Me había conmovido ver como mis tías, mujeres silenciosas y un poco hoscas, vestidas siempre de negro, calentaban por las noches nuestras camas con un brasero. Estoy segura de que de esa muestra de ruda ternura me viene el gusto por las sábanas tibias.
Después de un año regalado, de los que suceden muy pocas veces en la vida, las vacaciones habían, como todo lo bueno, terminado. Según yo, volvería a casa con muy poco más que mi inglés mejorado.
A los d
ieciocho años no es fácil ver más allá de nuestra propia nariz.
La voz de Carolina interrumpió mis reflexiones.
—En Guatemala, ¿hay edificios muy altos?
La pregunta me extrañó.

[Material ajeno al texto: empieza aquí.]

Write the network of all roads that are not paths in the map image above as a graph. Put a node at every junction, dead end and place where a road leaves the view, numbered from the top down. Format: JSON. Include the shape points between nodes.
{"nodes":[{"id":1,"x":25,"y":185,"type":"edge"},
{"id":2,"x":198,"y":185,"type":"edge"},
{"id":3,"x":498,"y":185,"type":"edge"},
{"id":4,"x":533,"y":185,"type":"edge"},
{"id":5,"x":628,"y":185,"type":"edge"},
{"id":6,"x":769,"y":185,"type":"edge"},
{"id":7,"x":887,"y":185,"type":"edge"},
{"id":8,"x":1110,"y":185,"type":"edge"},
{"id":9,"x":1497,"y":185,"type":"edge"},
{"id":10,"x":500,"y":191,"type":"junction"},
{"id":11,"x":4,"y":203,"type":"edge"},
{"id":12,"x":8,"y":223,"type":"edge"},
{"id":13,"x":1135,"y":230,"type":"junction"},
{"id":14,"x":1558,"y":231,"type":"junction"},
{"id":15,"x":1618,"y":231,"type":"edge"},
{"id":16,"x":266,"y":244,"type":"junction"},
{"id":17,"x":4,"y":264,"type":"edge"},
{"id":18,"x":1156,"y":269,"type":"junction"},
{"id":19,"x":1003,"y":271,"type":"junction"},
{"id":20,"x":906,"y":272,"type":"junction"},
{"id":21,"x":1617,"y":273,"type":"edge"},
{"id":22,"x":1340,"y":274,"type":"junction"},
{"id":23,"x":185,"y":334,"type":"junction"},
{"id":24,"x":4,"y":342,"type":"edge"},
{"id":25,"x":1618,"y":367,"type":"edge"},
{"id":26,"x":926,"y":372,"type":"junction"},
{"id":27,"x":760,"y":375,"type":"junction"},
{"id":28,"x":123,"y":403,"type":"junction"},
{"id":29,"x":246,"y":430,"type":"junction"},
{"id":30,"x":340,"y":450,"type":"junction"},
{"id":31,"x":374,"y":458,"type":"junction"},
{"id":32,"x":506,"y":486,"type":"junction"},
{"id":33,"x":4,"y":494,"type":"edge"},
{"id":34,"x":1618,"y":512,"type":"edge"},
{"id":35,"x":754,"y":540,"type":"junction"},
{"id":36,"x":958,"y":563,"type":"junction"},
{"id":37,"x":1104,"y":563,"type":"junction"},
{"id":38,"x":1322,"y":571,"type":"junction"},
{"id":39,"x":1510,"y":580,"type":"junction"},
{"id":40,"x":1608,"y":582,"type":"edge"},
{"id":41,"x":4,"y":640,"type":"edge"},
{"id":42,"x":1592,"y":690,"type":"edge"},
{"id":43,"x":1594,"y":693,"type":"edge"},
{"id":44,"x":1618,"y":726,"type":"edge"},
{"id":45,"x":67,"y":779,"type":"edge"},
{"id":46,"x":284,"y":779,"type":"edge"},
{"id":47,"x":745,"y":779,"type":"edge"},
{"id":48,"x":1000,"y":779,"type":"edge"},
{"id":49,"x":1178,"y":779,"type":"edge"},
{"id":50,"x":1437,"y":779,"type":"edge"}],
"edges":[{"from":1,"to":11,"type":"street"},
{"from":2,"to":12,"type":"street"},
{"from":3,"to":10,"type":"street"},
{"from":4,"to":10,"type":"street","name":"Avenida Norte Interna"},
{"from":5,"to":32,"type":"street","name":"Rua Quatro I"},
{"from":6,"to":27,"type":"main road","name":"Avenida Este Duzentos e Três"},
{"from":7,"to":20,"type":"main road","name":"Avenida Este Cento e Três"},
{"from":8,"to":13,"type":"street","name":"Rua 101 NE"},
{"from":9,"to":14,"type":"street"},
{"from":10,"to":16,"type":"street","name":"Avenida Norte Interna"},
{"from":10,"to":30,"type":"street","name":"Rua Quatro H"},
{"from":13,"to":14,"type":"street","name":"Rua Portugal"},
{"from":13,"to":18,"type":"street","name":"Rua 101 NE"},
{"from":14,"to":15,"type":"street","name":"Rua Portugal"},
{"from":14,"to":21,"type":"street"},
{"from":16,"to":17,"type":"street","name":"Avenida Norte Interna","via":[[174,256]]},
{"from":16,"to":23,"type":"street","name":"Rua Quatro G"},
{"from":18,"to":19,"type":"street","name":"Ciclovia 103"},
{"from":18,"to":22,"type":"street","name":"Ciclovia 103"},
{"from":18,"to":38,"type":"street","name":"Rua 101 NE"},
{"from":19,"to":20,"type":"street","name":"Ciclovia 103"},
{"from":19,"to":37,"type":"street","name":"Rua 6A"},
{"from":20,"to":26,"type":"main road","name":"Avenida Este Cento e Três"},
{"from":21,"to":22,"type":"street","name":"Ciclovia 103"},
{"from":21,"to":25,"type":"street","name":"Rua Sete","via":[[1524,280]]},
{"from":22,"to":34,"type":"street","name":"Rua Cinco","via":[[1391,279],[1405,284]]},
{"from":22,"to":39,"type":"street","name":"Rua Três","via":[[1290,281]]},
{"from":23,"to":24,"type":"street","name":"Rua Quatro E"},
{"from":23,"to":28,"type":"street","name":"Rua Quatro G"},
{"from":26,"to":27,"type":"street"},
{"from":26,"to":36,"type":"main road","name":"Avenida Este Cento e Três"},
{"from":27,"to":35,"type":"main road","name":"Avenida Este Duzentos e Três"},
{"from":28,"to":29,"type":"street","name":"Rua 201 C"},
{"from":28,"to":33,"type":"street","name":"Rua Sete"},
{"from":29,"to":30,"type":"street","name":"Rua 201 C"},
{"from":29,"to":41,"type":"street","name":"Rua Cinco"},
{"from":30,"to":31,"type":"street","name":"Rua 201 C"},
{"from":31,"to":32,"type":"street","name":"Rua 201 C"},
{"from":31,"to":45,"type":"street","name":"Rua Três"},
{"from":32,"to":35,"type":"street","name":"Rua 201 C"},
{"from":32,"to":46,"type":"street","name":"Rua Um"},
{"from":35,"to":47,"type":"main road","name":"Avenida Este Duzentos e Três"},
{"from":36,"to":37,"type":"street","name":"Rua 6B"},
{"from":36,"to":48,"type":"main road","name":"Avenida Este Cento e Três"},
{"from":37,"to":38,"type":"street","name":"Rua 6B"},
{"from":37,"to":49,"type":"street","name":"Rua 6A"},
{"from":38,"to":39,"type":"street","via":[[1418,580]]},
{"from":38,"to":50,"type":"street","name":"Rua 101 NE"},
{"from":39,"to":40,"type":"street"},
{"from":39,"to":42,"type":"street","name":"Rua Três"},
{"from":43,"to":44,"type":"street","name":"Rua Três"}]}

En ese momento, ¿a quién le importaba el alto de los edificios?
—No muchos —respondí vagamente—, casi todos vivimos en casas de una o dos plantas.
—¿O sea que allí veis mucho cielo?
—Supongo que sí. No me he fijado.
Era cierto. A mi edad, yo asumía muchas cosas como certeras.
—¿No te has fijado? —exclamó incrédula—. Pero si el cielo es una de las cosas más bonitas que hay. Por eso a mí me gusta el verano, porque vamos al pueblo. Allí, como todavía hay poca gente, las casas son bajas y, entonces, puedo ver el cielo completo desde mi habitación. Aquí, en Madrid, me toca verlo a trocitos.
Mis papás nos contaban que los meses de verano cerraban las casas de la ciudad y se trasladaban a vivir al pueblo.
No recuerdo de qué más hablamos esa tarde. Unos días después, volví a casa y entré a la universidad. Conseguí un buen trabajo gracias a mi inglés mejorado y me dediqué a vivir. Aunque conscientemente no volví a pensar en las palabras de mi prima, nunca dejé de mirar el cielo. Distingo perfectamente el celeste relajado del verano y el azul eficiente que viene después de la temporada de lluvia. Me gustan mucho los días brillantes, luminosos y sin nubes; sin embargo, mis favoritos son los cielos desteñidos por la bruma y el calor.
Hace unos días, atrapada en uno de esos atascos que padecemos muy a menudo los guatemaltecos de la ciudad, volteé a ver hacia arriba. Me encontraba en una calle que los altos edificios hacían parecer estrecha y apretada. Estiré el cuello por encima del timón y miré el cielo. Después de muchos, muchos años, las palabras de mi prima hicieron eco en mi cabeza.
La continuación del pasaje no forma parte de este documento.